Stored items:
<<<<

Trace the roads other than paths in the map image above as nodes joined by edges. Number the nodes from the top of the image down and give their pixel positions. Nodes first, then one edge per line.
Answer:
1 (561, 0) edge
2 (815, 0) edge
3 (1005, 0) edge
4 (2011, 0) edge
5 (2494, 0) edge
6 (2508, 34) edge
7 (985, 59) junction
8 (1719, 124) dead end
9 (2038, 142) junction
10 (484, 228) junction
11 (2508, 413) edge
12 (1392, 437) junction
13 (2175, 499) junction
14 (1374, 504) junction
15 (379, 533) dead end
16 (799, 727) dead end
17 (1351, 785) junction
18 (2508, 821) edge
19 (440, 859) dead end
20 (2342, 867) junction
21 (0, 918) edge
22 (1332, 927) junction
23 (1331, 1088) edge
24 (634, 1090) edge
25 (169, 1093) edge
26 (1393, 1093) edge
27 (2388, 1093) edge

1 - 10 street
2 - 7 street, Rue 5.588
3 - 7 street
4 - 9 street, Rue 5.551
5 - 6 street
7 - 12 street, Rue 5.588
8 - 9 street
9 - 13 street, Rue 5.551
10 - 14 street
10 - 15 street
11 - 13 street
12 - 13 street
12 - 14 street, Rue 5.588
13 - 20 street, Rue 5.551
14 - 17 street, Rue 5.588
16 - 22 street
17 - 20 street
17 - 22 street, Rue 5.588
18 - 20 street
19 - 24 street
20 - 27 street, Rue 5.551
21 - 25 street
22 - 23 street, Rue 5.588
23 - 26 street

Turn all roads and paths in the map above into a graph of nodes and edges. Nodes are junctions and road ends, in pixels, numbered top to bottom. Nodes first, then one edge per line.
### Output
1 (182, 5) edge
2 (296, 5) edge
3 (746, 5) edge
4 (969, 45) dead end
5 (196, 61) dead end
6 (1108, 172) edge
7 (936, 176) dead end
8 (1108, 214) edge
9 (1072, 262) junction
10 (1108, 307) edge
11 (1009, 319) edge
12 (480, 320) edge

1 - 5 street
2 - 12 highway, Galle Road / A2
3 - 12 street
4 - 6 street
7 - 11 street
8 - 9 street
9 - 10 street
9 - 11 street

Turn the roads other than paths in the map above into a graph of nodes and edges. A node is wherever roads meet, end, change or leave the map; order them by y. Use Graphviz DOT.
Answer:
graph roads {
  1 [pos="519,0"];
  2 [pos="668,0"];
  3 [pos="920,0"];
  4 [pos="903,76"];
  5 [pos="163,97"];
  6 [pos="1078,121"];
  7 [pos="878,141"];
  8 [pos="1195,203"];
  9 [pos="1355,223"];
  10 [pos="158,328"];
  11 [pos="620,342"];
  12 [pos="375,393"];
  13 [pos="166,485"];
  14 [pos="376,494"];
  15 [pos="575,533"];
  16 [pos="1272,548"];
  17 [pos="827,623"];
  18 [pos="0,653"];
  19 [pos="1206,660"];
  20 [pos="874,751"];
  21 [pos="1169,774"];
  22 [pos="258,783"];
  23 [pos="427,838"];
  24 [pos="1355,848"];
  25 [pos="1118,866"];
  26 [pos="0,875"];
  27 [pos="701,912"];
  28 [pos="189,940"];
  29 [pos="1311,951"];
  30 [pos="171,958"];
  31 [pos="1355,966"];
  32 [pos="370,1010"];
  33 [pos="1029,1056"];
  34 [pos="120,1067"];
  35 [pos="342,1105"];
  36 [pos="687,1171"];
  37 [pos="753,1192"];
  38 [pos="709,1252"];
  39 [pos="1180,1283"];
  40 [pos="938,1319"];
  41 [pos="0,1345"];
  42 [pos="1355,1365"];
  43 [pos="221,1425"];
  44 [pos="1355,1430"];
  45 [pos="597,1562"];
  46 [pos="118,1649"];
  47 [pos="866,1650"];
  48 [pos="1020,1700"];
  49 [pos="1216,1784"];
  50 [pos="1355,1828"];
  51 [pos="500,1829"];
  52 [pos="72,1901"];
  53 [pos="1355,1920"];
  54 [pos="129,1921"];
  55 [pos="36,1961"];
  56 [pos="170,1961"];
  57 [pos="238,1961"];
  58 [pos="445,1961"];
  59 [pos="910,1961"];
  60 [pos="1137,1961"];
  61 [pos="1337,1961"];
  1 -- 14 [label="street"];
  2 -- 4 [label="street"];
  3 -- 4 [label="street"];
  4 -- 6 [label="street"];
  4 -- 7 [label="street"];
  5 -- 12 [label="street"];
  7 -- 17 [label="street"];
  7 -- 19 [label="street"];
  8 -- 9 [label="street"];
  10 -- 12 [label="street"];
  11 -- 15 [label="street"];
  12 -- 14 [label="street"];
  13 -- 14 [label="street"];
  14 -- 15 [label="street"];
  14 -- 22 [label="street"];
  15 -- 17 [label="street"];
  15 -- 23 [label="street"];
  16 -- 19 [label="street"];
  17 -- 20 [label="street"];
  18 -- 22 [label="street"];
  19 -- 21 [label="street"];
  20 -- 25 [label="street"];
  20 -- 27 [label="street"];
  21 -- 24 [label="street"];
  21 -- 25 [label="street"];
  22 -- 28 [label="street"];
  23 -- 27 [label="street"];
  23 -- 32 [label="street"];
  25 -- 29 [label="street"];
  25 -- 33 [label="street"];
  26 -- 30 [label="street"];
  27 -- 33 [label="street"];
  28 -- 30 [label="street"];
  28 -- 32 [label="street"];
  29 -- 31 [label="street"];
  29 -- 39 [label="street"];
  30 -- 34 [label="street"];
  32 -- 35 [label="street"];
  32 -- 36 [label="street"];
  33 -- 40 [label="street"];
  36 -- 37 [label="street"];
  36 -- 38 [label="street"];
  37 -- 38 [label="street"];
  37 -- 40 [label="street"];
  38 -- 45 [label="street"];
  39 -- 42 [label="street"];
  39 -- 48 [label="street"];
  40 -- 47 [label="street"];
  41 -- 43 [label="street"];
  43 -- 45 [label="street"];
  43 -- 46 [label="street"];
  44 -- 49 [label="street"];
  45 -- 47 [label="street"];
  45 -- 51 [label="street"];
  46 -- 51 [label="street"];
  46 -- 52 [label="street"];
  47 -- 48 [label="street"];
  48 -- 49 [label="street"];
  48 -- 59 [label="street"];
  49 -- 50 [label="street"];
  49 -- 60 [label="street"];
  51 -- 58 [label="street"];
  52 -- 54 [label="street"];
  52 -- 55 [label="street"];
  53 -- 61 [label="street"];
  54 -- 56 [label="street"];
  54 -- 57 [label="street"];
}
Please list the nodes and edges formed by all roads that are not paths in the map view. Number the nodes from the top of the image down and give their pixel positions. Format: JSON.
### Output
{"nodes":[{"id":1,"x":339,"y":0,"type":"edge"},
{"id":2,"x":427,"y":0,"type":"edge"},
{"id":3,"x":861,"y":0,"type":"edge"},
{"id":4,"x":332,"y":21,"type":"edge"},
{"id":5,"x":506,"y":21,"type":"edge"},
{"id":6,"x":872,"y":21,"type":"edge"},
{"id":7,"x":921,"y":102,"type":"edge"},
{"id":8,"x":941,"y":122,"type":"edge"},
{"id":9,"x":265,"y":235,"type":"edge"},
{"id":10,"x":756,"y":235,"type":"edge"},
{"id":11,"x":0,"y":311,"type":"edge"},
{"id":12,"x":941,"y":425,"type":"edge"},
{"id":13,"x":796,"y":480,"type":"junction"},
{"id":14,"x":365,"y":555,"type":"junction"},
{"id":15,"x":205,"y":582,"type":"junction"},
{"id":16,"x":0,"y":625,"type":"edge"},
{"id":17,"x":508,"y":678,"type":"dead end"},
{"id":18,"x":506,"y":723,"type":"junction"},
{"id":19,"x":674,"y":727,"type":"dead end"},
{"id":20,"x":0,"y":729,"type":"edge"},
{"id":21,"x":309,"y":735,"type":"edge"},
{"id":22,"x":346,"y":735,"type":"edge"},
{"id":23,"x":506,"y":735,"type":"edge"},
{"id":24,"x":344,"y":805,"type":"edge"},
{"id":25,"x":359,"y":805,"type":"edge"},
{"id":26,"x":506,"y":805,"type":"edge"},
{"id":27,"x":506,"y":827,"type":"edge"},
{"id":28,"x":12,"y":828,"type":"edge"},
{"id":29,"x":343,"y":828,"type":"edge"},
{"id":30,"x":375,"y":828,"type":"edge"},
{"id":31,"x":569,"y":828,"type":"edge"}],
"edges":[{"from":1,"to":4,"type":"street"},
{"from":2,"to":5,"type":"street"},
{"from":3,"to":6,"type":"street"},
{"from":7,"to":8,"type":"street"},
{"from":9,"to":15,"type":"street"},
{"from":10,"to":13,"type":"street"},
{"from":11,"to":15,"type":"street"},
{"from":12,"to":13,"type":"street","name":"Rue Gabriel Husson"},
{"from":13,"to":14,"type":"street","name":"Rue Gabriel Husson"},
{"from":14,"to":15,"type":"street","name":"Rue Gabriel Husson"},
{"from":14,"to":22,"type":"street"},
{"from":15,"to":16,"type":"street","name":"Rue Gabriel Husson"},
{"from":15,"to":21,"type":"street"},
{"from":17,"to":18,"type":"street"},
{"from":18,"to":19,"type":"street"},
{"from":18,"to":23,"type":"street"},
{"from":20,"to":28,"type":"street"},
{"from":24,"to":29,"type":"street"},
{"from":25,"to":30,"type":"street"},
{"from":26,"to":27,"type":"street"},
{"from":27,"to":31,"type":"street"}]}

>>>>

[Task goal]
Search each line of the data above for "graph", and copy the lines where it occurs.

[Solution below]
Turn all roads and paths in the map above into a graph of nodes and edges. Nodes are junctions and road ends, in pixels, numbered top to bottom. Nodes first, then one edge per line.
Turn the roads other than paths in the map above into a graph of nodes and edges. A node is wherever roads meet, end, change or leave the map; order them by y. Use Graphviz DOT.
graph roads {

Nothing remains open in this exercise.